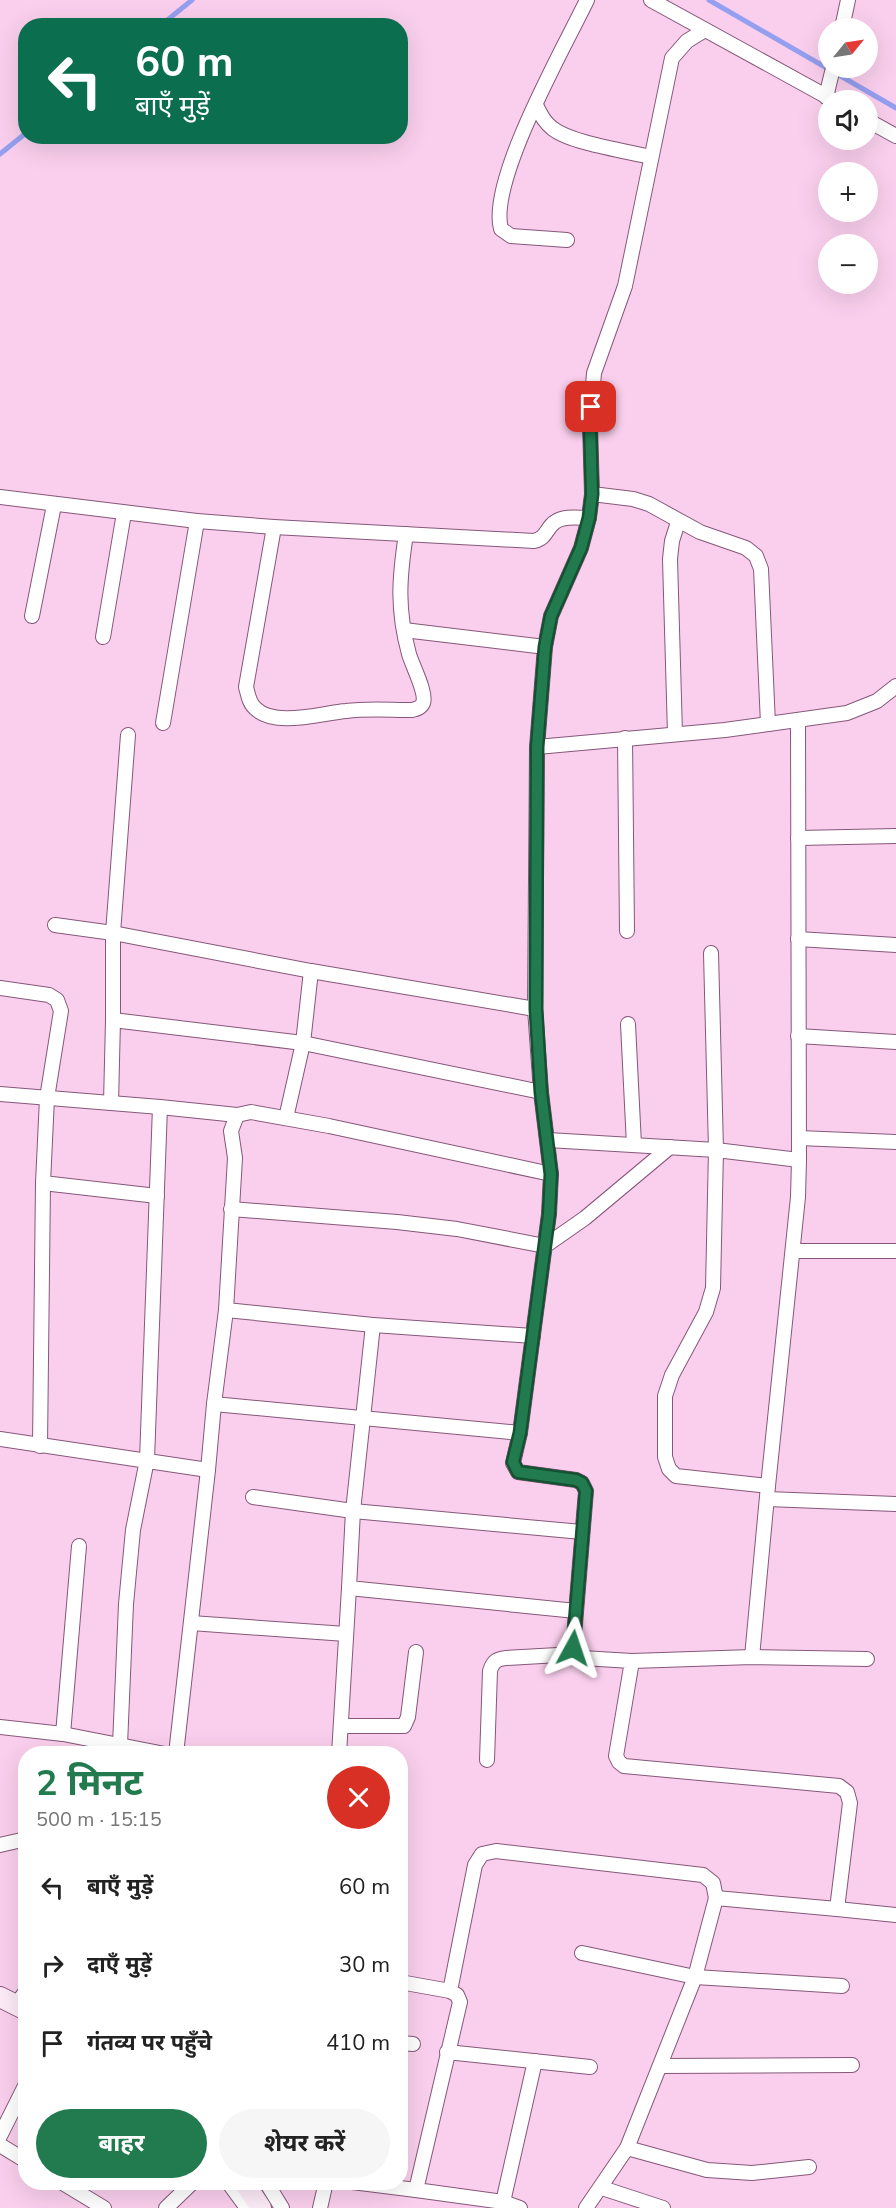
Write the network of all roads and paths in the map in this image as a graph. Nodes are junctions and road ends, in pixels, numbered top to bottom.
1 (587, 0) edge
2 (651, 0) edge
3 (848, 0) edge
4 (844, 18) edge
5 (705, 30) junction
6 (818, 92) edge
7 (536, 105) junction
8 (878, 126) edge
9 (896, 136) edge
10 (651, 157) junction
11 (567, 240) dead end
12 (592, 494) junction
13 (0, 497) edge
14 (54, 505) junction
15 (124, 513) junction
16 (589, 518) junction
17 (197, 521) junction
18 (678, 522) junction
19 (274, 527) junction
20 (406, 534) junction
21 (32, 616) dead end
22 (404, 630) junction
23 (103, 637) dead end
24 (545, 647) junction
25 (896, 686) edge
26 (798, 720) junction
27 (163, 723) dead end
28 (768, 724) junction
29 (675, 734) junction
30 (128, 735) dead end
31 (625, 738) junction
32 (537, 747) junction
33 (896, 836) edge
34 (798, 838) junction
35 (55, 925) dead end
36 (627, 931) dead end
37 (113, 933) junction
38 (798, 939) junction
39 (896, 945) edge
40 (711, 953) dead end
41 (311, 971) junction
42 (0, 988) edge
43 (536, 1009) junction
44 (113, 1020) junction
45 (628, 1024) dead end
46 (798, 1036) junction
47 (896, 1042) edge
48 (303, 1043) junction
49 (541, 1092) junction
50 (0, 1094) edge
51 (47, 1098) junction
52 (111, 1103) junction
53 (160, 1107) junction
54 (237, 1116) junction
55 (286, 1119) junction
56 (799, 1138) junction
57 (548, 1140) junction
58 (896, 1142) edge
59 (634, 1145) junction
60 (670, 1147) junction
61 (716, 1150) junction
62 (799, 1160) junction
63 (551, 1174) junction
64 (43, 1183) junction
65 (157, 1196) junction
66 (231, 1209) junction
67 (545, 1246) junction
68 (793, 1251) junction
69 (896, 1251) edge
70 (226, 1310) junction
71 (373, 1324) junction
72 (533, 1336) junction
73 (213, 1404) junction
74 (364, 1417) junction
75 (520, 1433) junction
76 (0, 1439) edge
77 (40, 1446) junction
78 (147, 1460) junction
79 (208, 1470) junction
80 (767, 1493) junction
81 (254, 1497) dead end
82 (896, 1504) edge
83 (353, 1511) junction
84 (582, 1532) junction
85 (79, 1546) dead end
86 (349, 1588) junction
87 (576, 1611) junction
88 (191, 1623) junction
89 (346, 1634) junction
90 (416, 1652) dead end
91 (576, 1654) junction
92 (752, 1657) junction
93 (867, 1659) dead end
94 (632, 1660) junction
95 (341, 1726) junction
96 (0, 1727) edge
97 (63, 1734) junction
98 (120, 1745) junction
99 (125, 1746) edge
100 (177, 1746) edge
101 (340, 1746) edge
102 (487, 1760) dead end
103 (18, 1841) edge
104 (0, 1845) edge
105 (716, 1898) junction
106 (837, 1908) junction
107 (896, 1915) edge
108 (582, 1953) dead end
109 (696, 1977) junction
110 (408, 1983) edge
111 (843, 1986) dead end
112 (450, 1991) junction
113 (447, 2052) junction
114 (535, 2061) junction
115 (852, 2065) dead end
116 (661, 2066) junction
117 (590, 2067) dead end
118 (18, 2100) edge
119 (0, 2136) edge
120 (0, 2145) edge
121 (627, 2148) junction
122 (18, 2156) edge
123 (809, 2167) dead end
124 (602, 2188) junction
125 (408, 2189) edge
126 (75, 2190) edge
127 (185, 2190) edge
128 (234, 2190) edge
129 (249, 2190) edge
130 (271, 2190) edge
131 (324, 2190) edge
132 (416, 2190) junction
133 (503, 2202) junction
134 (104, 2208) edge
135 (166, 2208) edge
136 (247, 2208) edge
137 (261, 2208) edge
138 (282, 2208) edge
139 (320, 2208) edge
140 (520, 2208) edge
141 (586, 2208) edge
142 (663, 2208) edge

1 - 7 street
2 - 5 street
3 - 4 street
5 - 6 street
5 - 10 street
7 - 10 street
7 - 11 street
8 - 9 street
10 - 12 street
12 - 16 street
12 - 18 street
13 - 14 street
14 - 15 street
14 - 21 street
15 - 17 street
15 - 23 street
16 - 20 street
16 - 24 street
17 - 19 street
17 - 27 street
18 - 28 street
18 - 29 street
19 - 20 street
19 - 22 street
20 - 22 street
22 - 24 street
24 - 32 street
25 - 26 street
26 - 28 street
26 - 34 street
28 - 29 street
29 - 31 street
30 - 37 street
31 - 32 street
31 - 36 street
32 - 43 street
33 - 34 street
34 - 38 street
35 - 37 street
37 - 41 street
37 - 44 street
38 - 39 street
38 - 46 street
40 - 61 street
41 - 43 street
41 - 48 street
42 - 51 street
43 - 49 street
44 - 48 street
44 - 52 street
45 - 59 street
46 - 47 street
46 - 56 street
48 - 49 street
48 - 55 street
49 - 57 street
50 - 51 street
51 - 52 street
51 - 64 street
52 - 53 street
53 - 54 street
53 - 65 street
54 - 55 street
54 - 66 street
55 - 63 street
56 - 58 street
56 - 62 street
57 - 59 street
57 - 63 street
59 - 60 street
60 - 61 street
60 - 67 street
61 - 62 street
61 - 80 street
62 - 68 street
63 - 67 street
64 - 65 street
64 - 77 street
65 - 78 street
66 - 67 street
66 - 70 street
67 - 72 street
68 - 69 street
68 - 80 street
70 - 71 street
70 - 73 street
71 - 72 street
71 - 74 street
72 - 75 street
73 - 74 street
73 - 79 street
74 - 75 street
74 - 83 street
75 - 84 street
76 - 77 street
77 - 78 street
78 - 79 street
78 - 98 street
79 - 88 street
80 - 82 street
80 - 92 street
81 - 83 street
83 - 84 street
83 - 86 street
84 - 87 street
85 - 97 street
86 - 87 street
86 - 89 street
87 - 91 street
88 - 89 street
88 - 100 street
89 - 95 street
90 - 95 street
91 - 94 street
91 - 102 street
92 - 93 street
92 - 94 street
94 - 106 street
95 - 101 street
96 - 97 street
97 - 98 street
98 - 99 street
103 - 104 street
105 - 106 street
105 - 109 street
105 - 112 street
106 - 107 street
108 - 109 street
109 - 111 street
109 - 116 street
110 - 112 street
112 - 113 street
113 - 114 street
113 - 132 street
114 - 117 street
114 - 133 street
115 - 116 street
116 - 121 street
118 - 119 street
120 - 122 street
121 - 123 street
121 - 124 street
124 - 141 street
124 - 142 street
125 - 132 street
126 - 134 street
127 - 135 street
128 - 136 street
129 - 137 main road
130 - 138 street
131 - 139 street
132 - 133 street
133 - 140 street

--------------------

*Task statement*:
Since the pictures don't belong in the copy, copy only the rest of the entries above exactly.

*Final answer*:
Write the network of all roads and paths in the map in this image as a graph. Nodes are junctions and road ends, in pixels, numbered top to bottom.
1 (587, 0) edge
2 (651, 0) edge
3 (848, 0) edge
4 (844, 18) edge
5 (705, 30) junction
6 (818, 92) edge
7 (536, 105) junction
8 (878, 126) edge
9 (896, 136) edge
10 (651, 157) junction
11 (567, 240) dead end
12 (592, 494) junction
13 (0, 497) edge
14 (54, 505) junction
15 (124, 513) junction
16 (589, 518) junction
17 (197, 521) junction
18 (678, 522) junction
19 (274, 527) junction
20 (406, 534) junction
21 (32, 616) dead end
22 (404, 630) junction
23 (103, 637) dead end
24 (545, 647) junction
25 (896, 686) edge
26 (798, 720) junction
27 (163, 723) dead end
28 (768, 724) junction
29 (675, 734) junction
30 (128, 735) dead end
31 (625, 738) junction
32 (537, 747) junction
33 (896, 836) edge
34 (798, 838) junction
35 (55, 925) dead end
36 (627, 931) dead end
37 (113, 933) junction
38 (798, 939) junction
39 (896, 945) edge
40 (711, 953) dead end
41 (311, 971) junction
42 (0, 988) edge
43 (536, 1009) junction
44 (113, 1020) junction
45 (628, 1024) dead end
46 (798, 1036) junction
47 (896, 1042) edge
48 (303, 1043) junction
49 (541, 1092) junction
50 (0, 1094) edge
51 (47, 1098) junction
52 (111, 1103) junction
53 (160, 1107) junction
54 (237, 1116) junction
55 (286, 1119) junction
56 (799, 1138) junction
57 (548, 1140) junction
58 (896, 1142) edge
59 (634, 1145) junction
60 (670, 1147) junction
61 (716, 1150) junction
62 (799, 1160) junction
63 (551, 1174) junction
64 (43, 1183) junction
65 (157, 1196) junction
66 (231, 1209) junction
67 (545, 1246) junction
68 (793, 1251) junction
69 (896, 1251) edge
70 (226, 1310) junction
71 (373, 1324) junction
72 (533, 1336) junction
73 (213, 1404) junction
74 (364, 1417) junction
75 (520, 1433) junction
76 (0, 1439) edge
77 (40, 1446) junction
78 (147, 1460) junction
79 (208, 1470) junction
80 (767, 1493) junction
81 (254, 1497) dead end
82 (896, 1504) edge
83 (353, 1511) junction
84 (582, 1532) junction
85 (79, 1546) dead end
86 (349, 1588) junction
87 (576, 1611) junction
88 (191, 1623) junction
89 (346, 1634) junction
90 (416, 1652) dead end
91 (576, 1654) junction
92 (752, 1657) junction
93 (867, 1659) dead end
94 (632, 1660) junction
95 (341, 1726) junction
96 (0, 1727) edge
97 (63, 1734) junction
98 (120, 1745) junction
99 (125, 1746) edge
100 (177, 1746) edge
101 (340, 1746) edge
102 (487, 1760) dead end
103 (18, 1841) edge
104 (0, 1845) edge
105 (716, 1898) junction
106 (837, 1908) junction
107 (896, 1915) edge
108 (582, 1953) dead end
109 (696, 1977) junction
110 (408, 1983) edge
111 (843, 1986) dead end
112 (450, 1991) junction
113 (447, 2052) junction
114 (535, 2061) junction
115 (852, 2065) dead end
116 (661, 2066) junction
117 (590, 2067) dead end
118 (18, 2100) edge
119 (0, 2136) edge
120 (0, 2145) edge
121 (627, 2148) junction
122 (18, 2156) edge
123 (809, 2167) dead end
124 (602, 2188) junction
125 (408, 2189) edge
126 (75, 2190) edge
127 (185, 2190) edge
128 (234, 2190) edge
129 (249, 2190) edge
130 (271, 2190) edge
131 (324, 2190) edge
132 (416, 2190) junction
133 (503, 2202) junction
134 (104, 2208) edge
135 (166, 2208) edge
136 (247, 2208) edge
137 (261, 2208) edge
138 (282, 2208) edge
139 (320, 2208) edge
140 (520, 2208) edge
141 (586, 2208) edge
142 (663, 2208) edge

1 - 7 street
2 - 5 street
3 - 4 street
5 - 6 street
5 - 10 street
7 - 10 street
7 - 11 street
8 - 9 street
10 - 12 street
12 - 16 street
12 - 18 street
13 - 14 street
14 - 15 street
14 - 21 street
15 - 17 street
15 - 23 street
16 - 20 street
16 - 24 street
17 - 19 street
17 - 27 street
18 - 28 street
18 - 29 street
19 - 20 street
19 - 22 street
20 - 22 street
22 - 24 street
24 - 32 street
25 - 26 street
26 - 28 street
26 - 34 street
28 - 29 street
29 - 31 street
30 - 37 street
31 - 32 street
31 - 36 street
32 - 43 street
33 - 34 street
34 - 38 street
35 - 37 street
37 - 41 street
37 - 44 street
38 - 39 street
38 - 46 street
40 - 61 street
41 - 43 street
41 - 48 street
42 - 51 street
43 - 49 street
44 - 48 street
44 - 52 street
45 - 59 street
46 - 47 street
46 - 56 street
48 - 49 street
48 - 55 street
49 - 57 street
50 - 51 street
51 - 52 street
51 - 64 street
52 - 53 street
53 - 54 street
53 - 65 street
54 - 55 street
54 - 66 street
55 - 63 street
56 - 58 street
56 - 62 street
57 - 59 street
57 - 63 street
59 - 60 street
60 - 61 street
60 - 67 street
61 - 62 street
61 - 80 street
62 - 68 street
63 - 67 street
64 - 65 street
64 - 77 street
65 - 78 street
66 - 67 street
66 - 70 street
67 - 72 street
68 - 69 street
68 - 80 street
70 - 71 street
70 - 73 street
71 - 72 street
71 - 74 street
72 - 75 street
73 - 74 street
73 - 79 street
74 - 75 street
74 - 83 street
75 - 84 street
76 - 77 street
77 - 78 street
78 - 79 street
78 - 98 street
79 - 88 street
80 - 82 street
80 - 92 street
81 - 83 street
83 - 84 street
83 - 86 street
84 - 87 street
85 - 97 street
86 - 87 street
86 - 89 street
87 - 91 street
88 - 89 street
88 - 100 street
89 - 95 street
90 - 95 street
91 - 94 street
91 - 102 street
92 - 93 street
92 - 94 street
94 - 106 street
95 - 101 street
96 - 97 street
97 - 98 street
98 - 99 street
103 - 104 street
105 - 106 street
105 - 109 street
105 - 112 street
106 - 107 street
108 - 109 street
109 - 111 street
109 - 116 street
110 - 112 street
112 - 113 street
113 - 114 street
113 - 132 street
114 - 117 street
114 - 133 street
115 - 116 street
116 - 121 street
118 - 119 street
120 - 122 street
121 - 123 street
121 - 124 street
124 - 141 street
124 - 142 street
125 - 132 street
126 - 134 street
127 - 135 street
128 - 136 street
129 - 137 main road
130 - 138 street
131 - 139 street
132 - 133 street
133 - 140 street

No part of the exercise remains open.